-- What to do --
Transcribe the data that follows in full. Leave out the pictures.

-- Excerpted records --
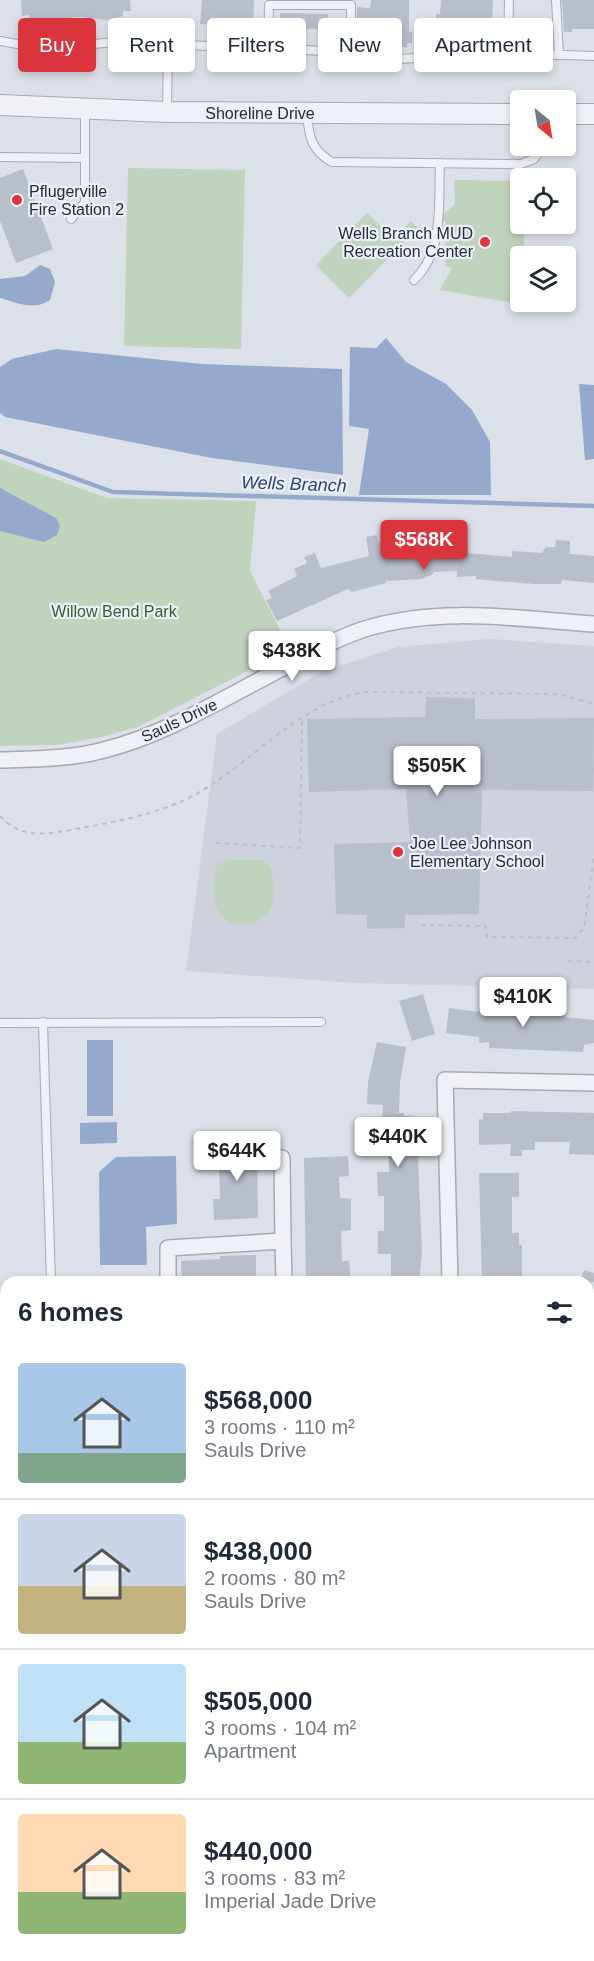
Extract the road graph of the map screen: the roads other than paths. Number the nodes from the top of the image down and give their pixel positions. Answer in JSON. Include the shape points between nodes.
{"nodes":[{"id":1,"x":509,"y":0,"type":"edge"},
{"id":2,"x":556,"y":0,"type":"edge"},
{"id":3,"x":269,"y":18,"type":"edge"},
{"id":4,"x":351,"y":18,"type":"edge"},
{"id":5,"x":509,"y":18,"type":"edge"},
{"id":6,"x":0,"y":41,"type":"edge"},
{"id":7,"x":108,"y":43,"type":"edge"},
{"id":8,"x":553,"y":55,"type":"edge"},
{"id":9,"x":559,"y":55,"type":"junction"},
{"id":10,"x":594,"y":56,"type":"edge"},
{"id":11,"x":168,"y":72,"type":"edge"},
{"id":12,"x":0,"y":105,"type":"edge"},
{"id":13,"x":85,"y":109,"type":"junction"},
{"id":14,"x":167,"y":112,"type":"junction"},
{"id":15,"x":307,"y":113,"type":"junction"},
{"id":16,"x":510,"y":114,"type":"edge"},
{"id":17,"x":576,"y":114,"type":"edge"},
{"id":18,"x":594,"y":114,"type":"edge"},
{"id":19,"x":536,"y":156,"type":"edge"},
{"id":20,"x":0,"y":157,"type":"edge"},
{"id":21,"x":85,"y":158,"type":"junction"},
{"id":22,"x":440,"y":163,"type":"junction"},
{"id":23,"x":71,"y":219,"type":"dead end"},
{"id":24,"x":414,"y":280,"type":"dead end"},
{"id":25,"x":594,"y":624,"type":"edge"},
{"id":26,"x":0,"y":760,"type":"edge"},
{"id":27,"x":43,"y":1022,"type":"junction"},
{"id":28,"x":321,"y":1022,"type":"dead end"},
{"id":29,"x":0,"y":1023,"type":"edge"},
{"id":30,"x":594,"y":1083,"type":"edge"},
{"id":31,"x":282,"y":1158,"type":"dead end"},
{"id":32,"x":283,"y":1241,"type":"junction"},
{"id":33,"x":51,"y":1276,"type":"edge"},
{"id":34,"x":168,"y":1276,"type":"edge"},
{"id":35,"x":284,"y":1276,"type":"edge"},
{"id":36,"x":450,"y":1276,"type":"edge"}],
"edges":[{"from":1,"to":5,"type":"lane"},
{"from":2,"to":9,"type":"lane"},
{"from":3,"to":4,"type":"lane","via":[[269,5],[351,5]]},
{"from":6,"to":7,"type":"lane","via":[[45,49]]},
{"from":8,"to":9,"type":"lane"},
{"from":9,"to":10,"type":"lane"},
{"from":11,"to":14,"type":"lane"},
{"from":12,"to":13,"type":"street","name":"Shoreline Drive"},
{"from":13,"to":14,"type":"street","name":"Shoreline Drive"},
{"from":13,"to":21,"type":"lane"},
{"from":14,"to":15,"type":"street","name":"Shoreline Drive"},
{"from":15,"to":16,"type":"street","name":"Shoreline Drive"},
{"from":15,"to":22,"type":"lane","via":[[313,147],[332,162]]},
{"from":17,"to":18,"type":"street"},
{"from":19,"to":22,"type":"lane","via":[[520,164]]},
{"from":20,"to":21,"type":"lane"},
{"from":21,"to":23,"type":"lane","via":[[85,202]]},
{"from":22,"to":24,"type":"lane","via":[[433,253]]},
{"from":25,"to":26,"type":"street","name":"Sauls Drive","via":[[465,615],[414,617],[366,629],[329,645],[132,742],[91,753]]},
{"from":27,"to":28,"type":"lane"},
{"from":27,"to":29,"type":"lane"},
{"from":27,"to":33,"type":"lane"},
{"from":30,"to":36,"type":"street","via":[[445,1080]]},
{"from":31,"to":32,"type":"street"},
{"from":32,"to":34,"type":"street","via":[[168,1248]]},
{"from":32,"to":35,"type":"street"}]}
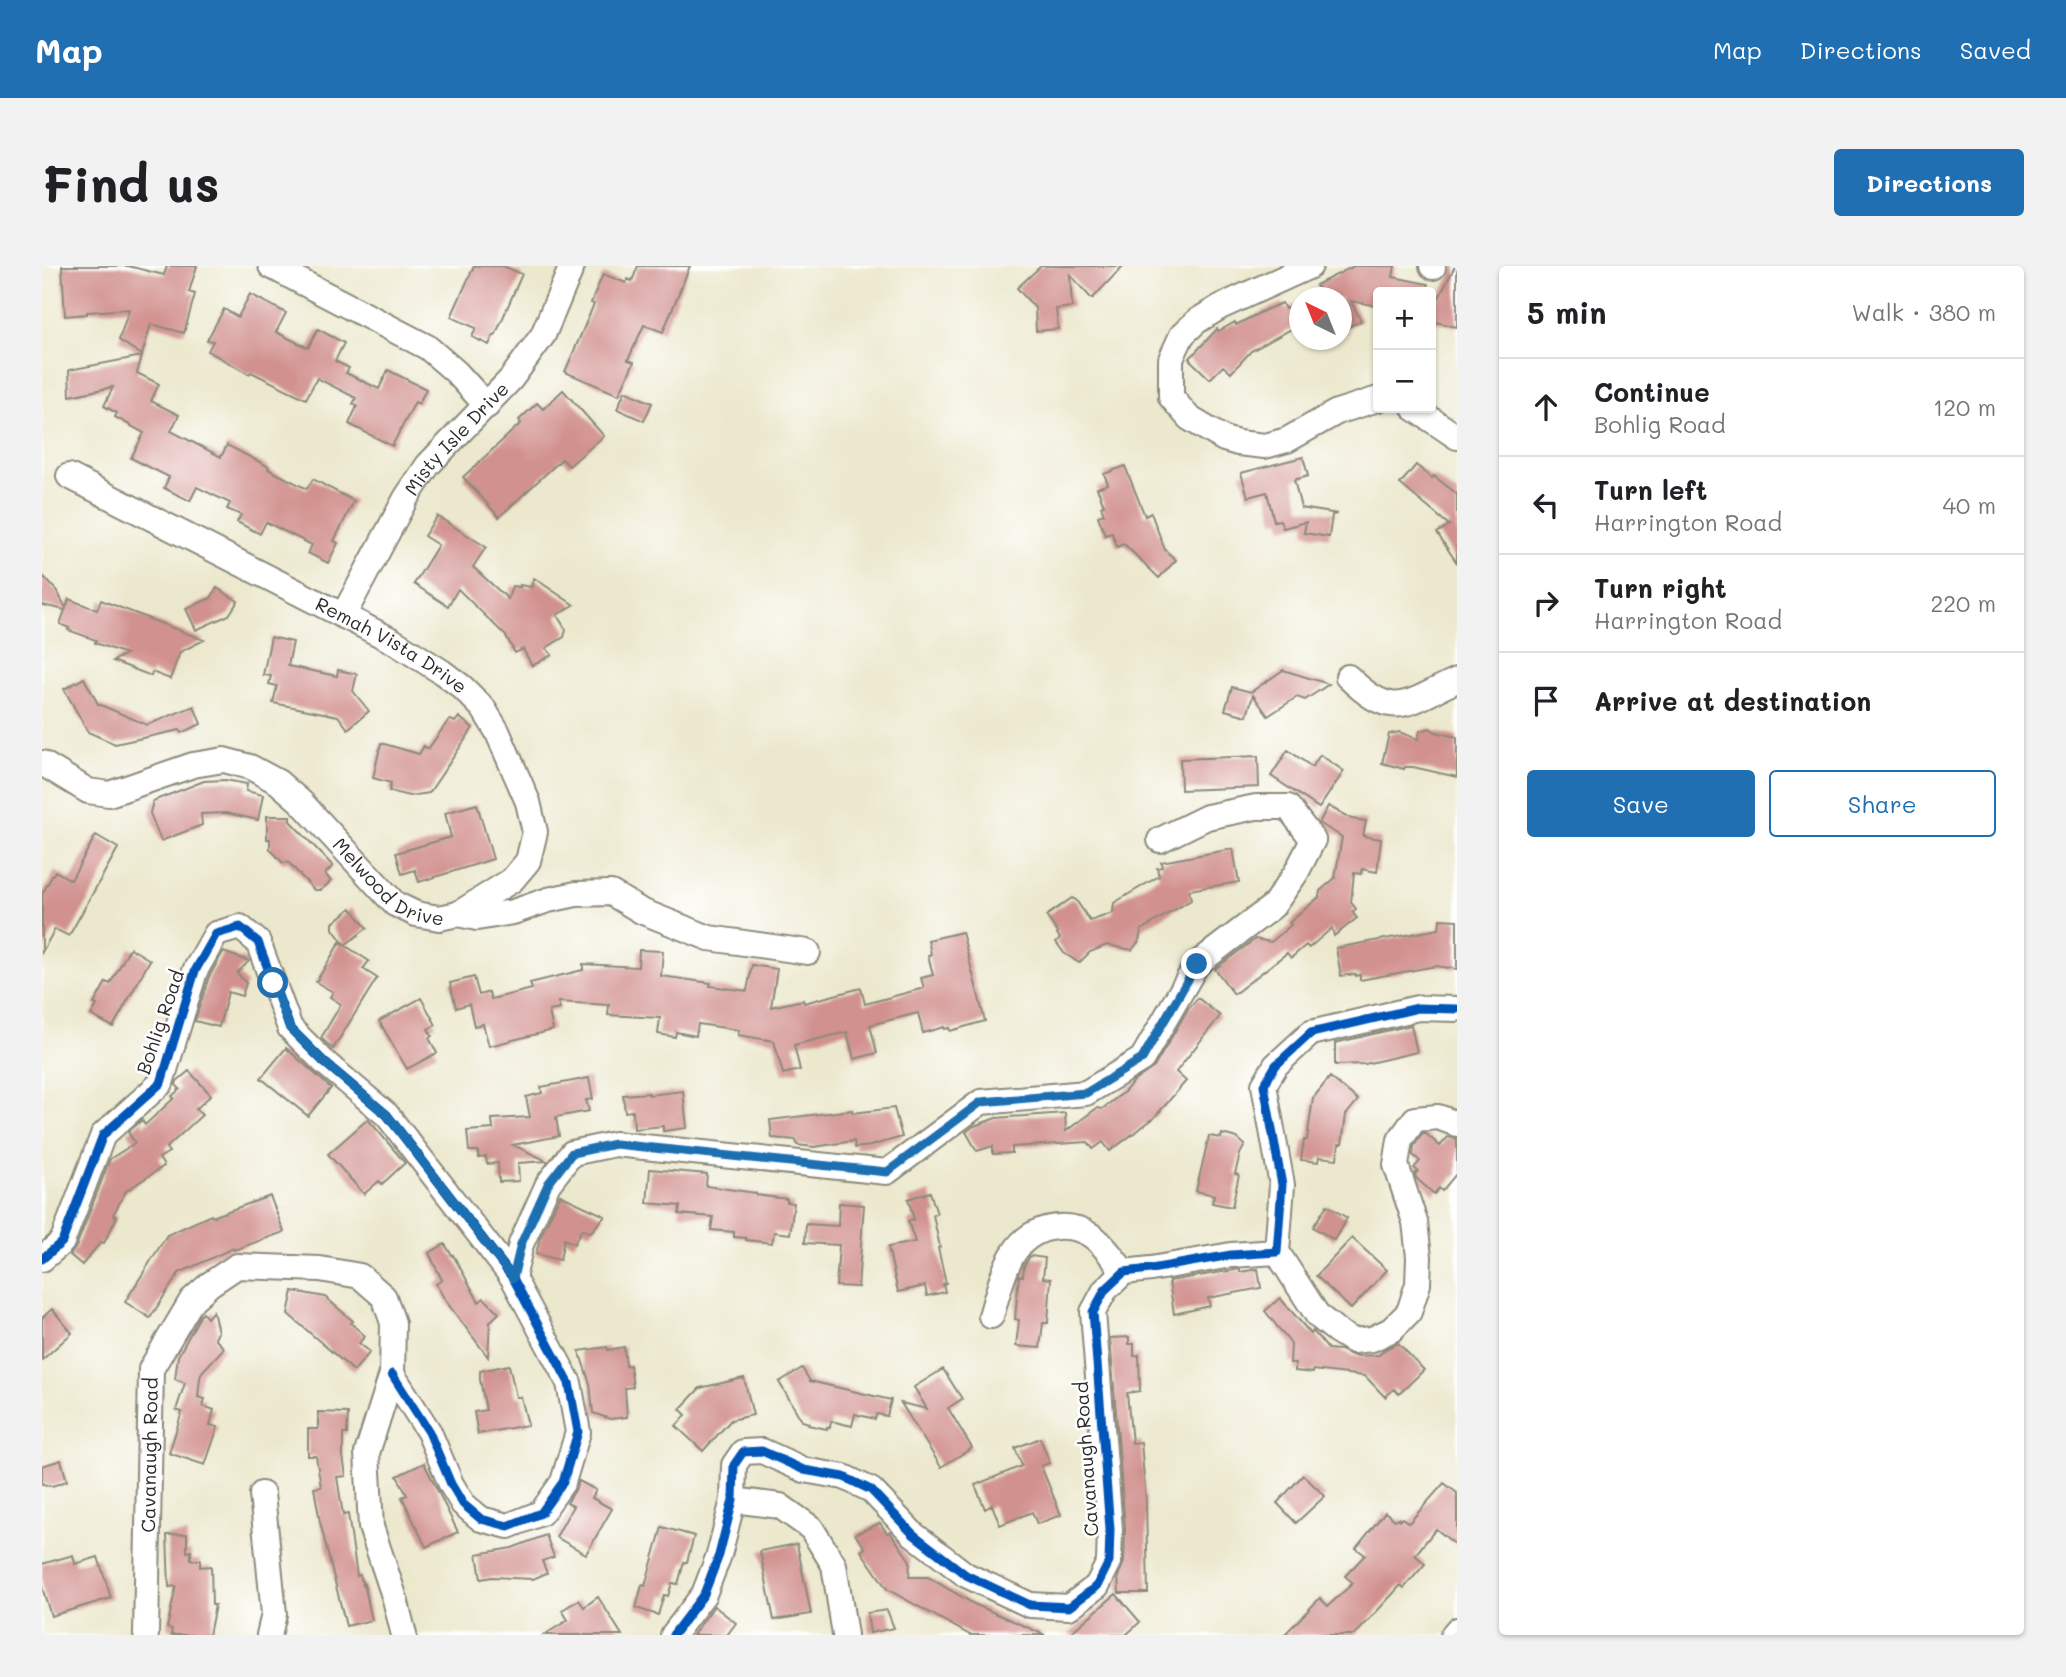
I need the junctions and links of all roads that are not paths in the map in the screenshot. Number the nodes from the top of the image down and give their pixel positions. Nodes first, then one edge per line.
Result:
1 (271, 266) edge
2 (572, 266) edge
3 (1310, 266) edge
4 (1373, 400) edge
5 (487, 406) junction
6 (1421, 413) edge
7 (1457, 437) edge
8 (69, 476) dead end
9 (343, 616) junction
10 (1348, 677) dead end
11 (1457, 680) edge
12 (42, 763) edge
13 (1160, 840) dead end
14 (458, 914) junction
15 (808, 952) dead end
16 (1457, 1009) edge
17 (1457, 1124) edge
18 (1277, 1252) junction
19 (42, 1259) edge
20 (1124, 1272) junction
21 (513, 1278) junction
22 (991, 1316) dead end
23 (392, 1374) junction
24 (262, 1494) dead end
25 (733, 1500) junction
26 (1457, 1630) edge
27 (146, 1635) edge
28 (269, 1635) edge
29 (404, 1635) edge
30 (673, 1635) edge
31 (845, 1635) edge
32 (1453, 1635) edge

1 - 5 street
2 - 5 street, Misty Isle Drive
3 - 4 street
5 - 9 street, Misty Isle Drive
6 - 7 street
8 - 9 street, Remah Vista Drive
9 - 14 street, Remah Vista Drive
10 - 11 street
12 - 14 street, Melwood Drive
13 - 21 street
14 - 15 street, Melwood Drive
16 - 18 street
17 - 18 street
18 - 20 street
19 - 21 street, Bohlig Road
20 - 22 street
20 - 25 street, Cavanaugh Road
21 - 23 street, Bohlig Road
23 - 27 street, Cavanaugh Road
23 - 29 street, Cavanaugh Road
24 - 28 street
25 - 30 street, Cavanaugh Road
25 - 31 street
26 - 32 street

-- Reply to the exercise --
Extract the road graph of the map screen: the roads other than paths. Number the nodes from the top of the image down and give their pixel positions. Answer in JSON. Include the shape points between nodes.
{"nodes":[{"id":1,"x":509,"y":0,"type":"edge"},
{"id":2,"x":556,"y":0,"type":"edge"},
{"id":3,"x":269,"y":18,"type":"edge"},
{"id":4,"x":351,"y":18,"type":"edge"},
{"id":5,"x":509,"y":18,"type":"edge"},
{"id":6,"x":0,"y":41,"type":"edge"},
{"id":7,"x":108,"y":43,"type":"edge"},
{"id":8,"x":553,"y":55,"type":"edge"},
{"id":9,"x":559,"y":55,"type":"junction"},
{"id":10,"x":594,"y":56,"type":"edge"},
{"id":11,"x":168,"y":72,"type":"edge"},
{"id":12,"x":0,"y":105,"type":"edge"},
{"id":13,"x":85,"y":109,"type":"junction"},
{"id":14,"x":167,"y":112,"type":"junction"},
{"id":15,"x":307,"y":113,"type":"junction"},
{"id":16,"x":510,"y":114,"type":"edge"},
{"id":17,"x":576,"y":114,"type":"edge"},
{"id":18,"x":594,"y":114,"type":"edge"},
{"id":19,"x":536,"y":156,"type":"edge"},
{"id":20,"x":0,"y":157,"type":"edge"},
{"id":21,"x":85,"y":158,"type":"junction"},
{"id":22,"x":440,"y":163,"type":"junction"},
{"id":23,"x":71,"y":219,"type":"dead end"},
{"id":24,"x":414,"y":280,"type":"dead end"},
{"id":25,"x":594,"y":624,"type":"edge"},
{"id":26,"x":0,"y":760,"type":"edge"},
{"id":27,"x":43,"y":1022,"type":"junction"},
{"id":28,"x":321,"y":1022,"type":"dead end"},
{"id":29,"x":0,"y":1023,"type":"edge"},
{"id":30,"x":594,"y":1083,"type":"edge"},
{"id":31,"x":282,"y":1158,"type":"dead end"},
{"id":32,"x":283,"y":1241,"type":"junction"},
{"id":33,"x":51,"y":1276,"type":"edge"},
{"id":34,"x":168,"y":1276,"type":"edge"},
{"id":35,"x":284,"y":1276,"type":"edge"},
{"id":36,"x":450,"y":1276,"type":"edge"}],
"edges":[{"from":1,"to":5,"type":"lane"},
{"from":2,"to":9,"type":"lane"},
{"from":3,"to":4,"type":"lane","via":[[269,5],[351,5]]},
{"from":6,"to":7,"type":"lane","via":[[45,49]]},
{"from":8,"to":9,"type":"lane"},
{"from":9,"to":10,"type":"lane"},
{"from":11,"to":14,"type":"lane"},
{"from":12,"to":13,"type":"street","name":"Shoreline Drive"},
{"from":13,"to":14,"type":"street","name":"Shoreline Drive"},
{"from":13,"to":21,"type":"lane"},
{"from":14,"to":15,"type":"street","name":"Shoreline Drive"},
{"from":15,"to":16,"type":"street","name":"Shoreline Drive"},
{"from":15,"to":22,"type":"lane","via":[[313,147],[332,162]]},
{"from":17,"to":18,"type":"street"},
{"from":19,"to":22,"type":"lane","via":[[520,164]]},
{"from":20,"to":21,"type":"lane"},
{"from":21,"to":23,"type":"lane","via":[[85,202]]},
{"from":22,"to":24,"type":"lane","via":[[433,253]]},
{"from":25,"to":26,"type":"street","name":"Sauls Drive","via":[[465,615],[414,617],[366,629],[329,645],[132,742],[91,753]]},
{"from":27,"to":28,"type":"lane"},
{"from":27,"to":29,"type":"lane"},
{"from":27,"to":33,"type":"lane"},
{"from":30,"to":36,"type":"street","via":[[445,1080]]},
{"from":31,"to":32,"type":"street"},
{"from":32,"to":34,"type":"street","via":[[168,1248]]},
{"from":32,"to":35,"type":"street"}]}
I need the junctions and links of all roads that are not paths in the map in the screenshot. Number the nodes from the top of the image down and give their pixel positions. Nodes first, then one edge per line.
Result:
1 (271, 266) edge
2 (572, 266) edge
3 (1310, 266) edge
4 (1373, 400) edge
5 (487, 406) junction
6 (1421, 413) edge
7 (1457, 437) edge
8 (69, 476) dead end
9 (343, 616) junction
10 (1348, 677) dead end
11 (1457, 680) edge
12 (42, 763) edge
13 (1160, 840) dead end
14 (458, 914) junction
15 (808, 952) dead end
16 (1457, 1009) edge
17 (1457, 1124) edge
18 (1277, 1252) junction
19 (42, 1259) edge
20 (1124, 1272) junction
21 (513, 1278) junction
22 (991, 1316) dead end
23 (392, 1374) junction
24 (262, 1494) dead end
25 (733, 1500) junction
26 (1457, 1630) edge
27 (146, 1635) edge
28 (269, 1635) edge
29 (404, 1635) edge
30 (673, 1635) edge
31 (845, 1635) edge
32 (1453, 1635) edge

1 - 5 street
2 - 5 street, Misty Isle Drive
3 - 4 street
5 - 9 street, Misty Isle Drive
6 - 7 street
8 - 9 street, Remah Vista Drive
9 - 14 street, Remah Vista Drive
10 - 11 street
12 - 14 street, Melwood Drive
13 - 21 street
14 - 15 street, Melwood Drive
16 - 18 street
17 - 18 street
18 - 20 street
19 - 21 street, Bohlig Road
20 - 22 street
20 - 25 street, Cavanaugh Road
21 - 23 street, Bohlig Road
23 - 27 street, Cavanaugh Road
23 - 29 street, Cavanaugh Road
24 - 28 street
25 - 30 street, Cavanaugh Road
25 - 31 street
26 - 32 street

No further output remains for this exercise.